El celtismo en Galicia es un mito, y la idea de que el supuesto origen tenga influencia alguna un disparate. Como lo es afirmar que admiraba a Péladam o que trató de imitarlo físicamente. Fuera de que ambos tenían barba, su parecido era el mismo que entre una paloma y un cuervo, aves ambas. Las melenas pueden llevarnos de Zorrilla a Celso Lucio y López, autor hoy olvidado cuyos pelos llevaron a Mariano de Cavia a formular en sus deseos para 1903: “[…] Valle-Inclán y Celso Lucio / se pelan el occipucio”.
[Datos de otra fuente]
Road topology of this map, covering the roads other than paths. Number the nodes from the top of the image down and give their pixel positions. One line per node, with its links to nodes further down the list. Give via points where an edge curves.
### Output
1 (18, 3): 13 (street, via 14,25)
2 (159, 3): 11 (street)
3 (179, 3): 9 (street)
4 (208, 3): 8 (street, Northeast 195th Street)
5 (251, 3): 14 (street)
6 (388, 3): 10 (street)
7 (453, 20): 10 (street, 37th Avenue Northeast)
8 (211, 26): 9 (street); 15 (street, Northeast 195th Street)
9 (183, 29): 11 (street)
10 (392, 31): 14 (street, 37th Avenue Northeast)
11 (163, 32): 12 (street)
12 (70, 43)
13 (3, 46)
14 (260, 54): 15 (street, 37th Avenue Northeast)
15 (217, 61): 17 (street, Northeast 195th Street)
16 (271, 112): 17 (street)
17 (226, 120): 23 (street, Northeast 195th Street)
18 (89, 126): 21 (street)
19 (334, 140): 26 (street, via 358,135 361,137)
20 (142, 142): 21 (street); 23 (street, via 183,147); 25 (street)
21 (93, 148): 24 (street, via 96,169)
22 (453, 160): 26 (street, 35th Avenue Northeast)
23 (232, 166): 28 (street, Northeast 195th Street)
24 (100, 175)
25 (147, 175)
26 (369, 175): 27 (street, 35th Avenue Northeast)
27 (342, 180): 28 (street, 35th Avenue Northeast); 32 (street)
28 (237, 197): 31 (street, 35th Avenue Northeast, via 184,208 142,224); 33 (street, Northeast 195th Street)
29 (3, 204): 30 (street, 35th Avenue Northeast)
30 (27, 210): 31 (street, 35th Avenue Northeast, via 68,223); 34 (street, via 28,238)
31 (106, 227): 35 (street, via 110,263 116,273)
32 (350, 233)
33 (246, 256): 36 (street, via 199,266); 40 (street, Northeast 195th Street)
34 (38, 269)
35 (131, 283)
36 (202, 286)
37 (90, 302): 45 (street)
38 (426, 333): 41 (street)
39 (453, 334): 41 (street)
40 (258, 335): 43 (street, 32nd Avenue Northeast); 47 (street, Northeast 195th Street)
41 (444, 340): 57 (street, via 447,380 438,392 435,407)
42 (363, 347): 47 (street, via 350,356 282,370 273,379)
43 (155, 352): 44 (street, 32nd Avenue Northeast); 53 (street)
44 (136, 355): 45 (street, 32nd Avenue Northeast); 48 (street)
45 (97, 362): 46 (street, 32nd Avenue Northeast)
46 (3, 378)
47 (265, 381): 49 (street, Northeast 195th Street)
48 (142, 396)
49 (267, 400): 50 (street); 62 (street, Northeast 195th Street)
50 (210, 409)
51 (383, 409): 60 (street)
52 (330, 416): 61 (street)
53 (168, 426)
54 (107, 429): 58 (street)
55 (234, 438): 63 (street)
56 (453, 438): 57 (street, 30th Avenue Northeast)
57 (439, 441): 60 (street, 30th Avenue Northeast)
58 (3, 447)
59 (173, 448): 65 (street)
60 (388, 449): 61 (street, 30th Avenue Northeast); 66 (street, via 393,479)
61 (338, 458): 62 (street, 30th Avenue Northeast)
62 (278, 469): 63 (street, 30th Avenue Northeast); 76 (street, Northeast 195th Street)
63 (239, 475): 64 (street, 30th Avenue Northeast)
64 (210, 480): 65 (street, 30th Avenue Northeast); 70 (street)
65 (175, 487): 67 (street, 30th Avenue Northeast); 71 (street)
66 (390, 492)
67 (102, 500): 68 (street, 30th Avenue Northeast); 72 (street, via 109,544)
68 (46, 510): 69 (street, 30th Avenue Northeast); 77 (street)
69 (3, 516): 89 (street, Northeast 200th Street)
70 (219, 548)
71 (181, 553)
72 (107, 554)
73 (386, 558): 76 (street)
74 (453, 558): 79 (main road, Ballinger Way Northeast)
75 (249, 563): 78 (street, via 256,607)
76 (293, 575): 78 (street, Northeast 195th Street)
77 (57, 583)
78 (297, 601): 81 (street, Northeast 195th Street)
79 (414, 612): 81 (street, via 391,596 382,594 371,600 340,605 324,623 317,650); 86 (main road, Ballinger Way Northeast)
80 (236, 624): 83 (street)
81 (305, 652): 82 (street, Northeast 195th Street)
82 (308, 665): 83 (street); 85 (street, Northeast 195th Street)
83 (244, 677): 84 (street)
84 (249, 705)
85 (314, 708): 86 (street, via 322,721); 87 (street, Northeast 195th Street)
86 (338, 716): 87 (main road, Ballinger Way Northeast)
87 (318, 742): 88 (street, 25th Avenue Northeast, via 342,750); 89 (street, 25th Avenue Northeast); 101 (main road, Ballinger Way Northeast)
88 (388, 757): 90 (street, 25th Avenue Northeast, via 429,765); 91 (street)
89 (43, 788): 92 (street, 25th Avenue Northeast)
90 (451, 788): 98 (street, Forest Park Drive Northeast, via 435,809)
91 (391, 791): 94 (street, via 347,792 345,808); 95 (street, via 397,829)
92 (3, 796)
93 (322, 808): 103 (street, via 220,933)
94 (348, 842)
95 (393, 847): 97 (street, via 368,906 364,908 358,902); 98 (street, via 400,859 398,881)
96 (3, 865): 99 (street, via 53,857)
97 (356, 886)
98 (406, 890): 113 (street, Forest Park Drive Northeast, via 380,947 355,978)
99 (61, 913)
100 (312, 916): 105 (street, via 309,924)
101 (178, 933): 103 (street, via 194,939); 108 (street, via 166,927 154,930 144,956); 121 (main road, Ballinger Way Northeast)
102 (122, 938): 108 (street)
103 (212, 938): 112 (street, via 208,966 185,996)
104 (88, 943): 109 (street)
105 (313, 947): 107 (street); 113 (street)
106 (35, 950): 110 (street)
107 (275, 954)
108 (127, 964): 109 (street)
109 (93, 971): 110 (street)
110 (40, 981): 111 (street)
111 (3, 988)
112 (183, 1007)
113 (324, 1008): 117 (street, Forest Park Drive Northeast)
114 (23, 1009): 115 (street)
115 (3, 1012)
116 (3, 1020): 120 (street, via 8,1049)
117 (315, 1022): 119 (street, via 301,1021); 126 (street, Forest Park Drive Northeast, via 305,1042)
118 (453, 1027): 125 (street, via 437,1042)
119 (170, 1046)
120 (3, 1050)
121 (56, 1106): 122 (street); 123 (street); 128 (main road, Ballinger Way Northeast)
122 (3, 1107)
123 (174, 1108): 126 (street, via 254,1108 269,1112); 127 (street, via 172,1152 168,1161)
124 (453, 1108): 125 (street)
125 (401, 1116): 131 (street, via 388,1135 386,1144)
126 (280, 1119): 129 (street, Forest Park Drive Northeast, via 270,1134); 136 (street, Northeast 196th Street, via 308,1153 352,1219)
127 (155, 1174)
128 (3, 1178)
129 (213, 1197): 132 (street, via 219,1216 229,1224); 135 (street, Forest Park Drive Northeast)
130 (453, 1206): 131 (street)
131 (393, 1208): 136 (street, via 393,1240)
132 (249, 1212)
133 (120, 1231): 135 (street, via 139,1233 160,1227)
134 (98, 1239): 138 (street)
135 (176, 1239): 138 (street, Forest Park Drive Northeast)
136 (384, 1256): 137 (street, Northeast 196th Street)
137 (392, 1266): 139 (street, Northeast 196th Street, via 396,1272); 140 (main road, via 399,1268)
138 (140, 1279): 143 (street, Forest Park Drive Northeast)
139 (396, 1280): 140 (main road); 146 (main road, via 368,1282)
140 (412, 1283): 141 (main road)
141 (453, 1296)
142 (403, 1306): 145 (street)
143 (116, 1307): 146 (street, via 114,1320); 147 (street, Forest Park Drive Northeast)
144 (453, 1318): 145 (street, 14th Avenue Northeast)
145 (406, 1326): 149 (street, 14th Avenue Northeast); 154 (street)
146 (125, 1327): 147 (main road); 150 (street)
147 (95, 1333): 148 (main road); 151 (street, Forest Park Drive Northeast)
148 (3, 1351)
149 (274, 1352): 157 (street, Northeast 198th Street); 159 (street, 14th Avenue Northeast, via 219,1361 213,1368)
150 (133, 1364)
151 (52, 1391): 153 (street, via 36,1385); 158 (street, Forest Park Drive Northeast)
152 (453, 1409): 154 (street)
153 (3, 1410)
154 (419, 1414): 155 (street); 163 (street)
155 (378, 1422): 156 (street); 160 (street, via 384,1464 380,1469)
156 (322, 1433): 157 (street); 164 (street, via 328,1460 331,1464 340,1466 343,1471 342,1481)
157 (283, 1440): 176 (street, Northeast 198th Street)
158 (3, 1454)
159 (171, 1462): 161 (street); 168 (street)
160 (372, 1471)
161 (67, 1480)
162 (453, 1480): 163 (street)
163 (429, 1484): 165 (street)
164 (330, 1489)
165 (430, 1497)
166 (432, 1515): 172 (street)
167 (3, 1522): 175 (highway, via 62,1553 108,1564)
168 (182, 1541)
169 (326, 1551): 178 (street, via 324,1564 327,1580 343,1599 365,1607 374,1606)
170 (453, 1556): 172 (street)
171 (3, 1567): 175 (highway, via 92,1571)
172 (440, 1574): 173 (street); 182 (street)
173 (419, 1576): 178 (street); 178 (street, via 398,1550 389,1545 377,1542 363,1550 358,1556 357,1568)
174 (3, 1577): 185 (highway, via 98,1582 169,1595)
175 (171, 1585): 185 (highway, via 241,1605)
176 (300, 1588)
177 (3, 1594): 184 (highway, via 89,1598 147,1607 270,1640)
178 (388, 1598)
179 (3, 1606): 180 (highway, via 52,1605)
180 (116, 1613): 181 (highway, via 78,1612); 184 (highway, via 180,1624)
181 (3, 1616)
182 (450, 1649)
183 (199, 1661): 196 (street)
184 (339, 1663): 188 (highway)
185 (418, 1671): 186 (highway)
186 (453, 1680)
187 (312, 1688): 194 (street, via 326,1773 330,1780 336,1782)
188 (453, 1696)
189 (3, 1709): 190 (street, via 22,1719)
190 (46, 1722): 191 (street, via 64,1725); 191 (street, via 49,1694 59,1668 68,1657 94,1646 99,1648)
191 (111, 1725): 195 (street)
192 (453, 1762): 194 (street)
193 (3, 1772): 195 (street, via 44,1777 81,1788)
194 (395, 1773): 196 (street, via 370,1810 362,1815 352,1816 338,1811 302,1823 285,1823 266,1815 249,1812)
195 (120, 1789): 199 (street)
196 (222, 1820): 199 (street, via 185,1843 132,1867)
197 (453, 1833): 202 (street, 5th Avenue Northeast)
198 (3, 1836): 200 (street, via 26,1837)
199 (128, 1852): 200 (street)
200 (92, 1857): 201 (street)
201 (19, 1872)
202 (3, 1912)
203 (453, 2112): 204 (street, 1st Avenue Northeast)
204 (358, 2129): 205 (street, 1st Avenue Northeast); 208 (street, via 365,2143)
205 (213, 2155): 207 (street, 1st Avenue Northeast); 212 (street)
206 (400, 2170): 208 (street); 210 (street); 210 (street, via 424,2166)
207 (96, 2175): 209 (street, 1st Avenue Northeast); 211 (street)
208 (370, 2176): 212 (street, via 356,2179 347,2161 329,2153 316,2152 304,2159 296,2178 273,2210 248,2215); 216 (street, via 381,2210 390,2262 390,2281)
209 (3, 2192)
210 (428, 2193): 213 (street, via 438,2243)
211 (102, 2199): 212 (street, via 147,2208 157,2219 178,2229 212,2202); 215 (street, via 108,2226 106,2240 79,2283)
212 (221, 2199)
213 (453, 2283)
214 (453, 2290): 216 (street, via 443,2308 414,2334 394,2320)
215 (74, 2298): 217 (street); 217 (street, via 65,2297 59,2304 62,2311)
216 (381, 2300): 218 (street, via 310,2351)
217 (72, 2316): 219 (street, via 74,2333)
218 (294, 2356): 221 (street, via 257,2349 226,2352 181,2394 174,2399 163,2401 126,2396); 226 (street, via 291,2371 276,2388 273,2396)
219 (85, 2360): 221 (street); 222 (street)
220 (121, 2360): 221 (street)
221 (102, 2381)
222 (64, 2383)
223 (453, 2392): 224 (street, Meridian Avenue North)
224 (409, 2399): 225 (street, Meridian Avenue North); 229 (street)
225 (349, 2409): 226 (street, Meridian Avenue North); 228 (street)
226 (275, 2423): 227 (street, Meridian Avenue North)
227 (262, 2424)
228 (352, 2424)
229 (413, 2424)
  Reiterar mi agradecimiento como lector a Diego Martínez Torrón por su edición profusamente anotada y cuidada, y agradecerle que sin necesidad de whisky o hachís (o con ambos) podamos disfrutar del milagro musical de las palabras:

Aquello que me hace distinto de todos los hombres, que antes de mí no estuvo en nadie, y que después de mí ya no será en humana forma, fatalmente ha de permanecer hermético. Yo lo sé, y sin embargo, aspiro a exprimirlo dando a las palabras sobre el valor que todos les conceden, y sin contradecirlo, un valor emotivo engendrado por mí.
(La lámpara maravillosa).

                                                                                                                                                                                                                                                                           Joaquín del Valle-Inclán Alsina.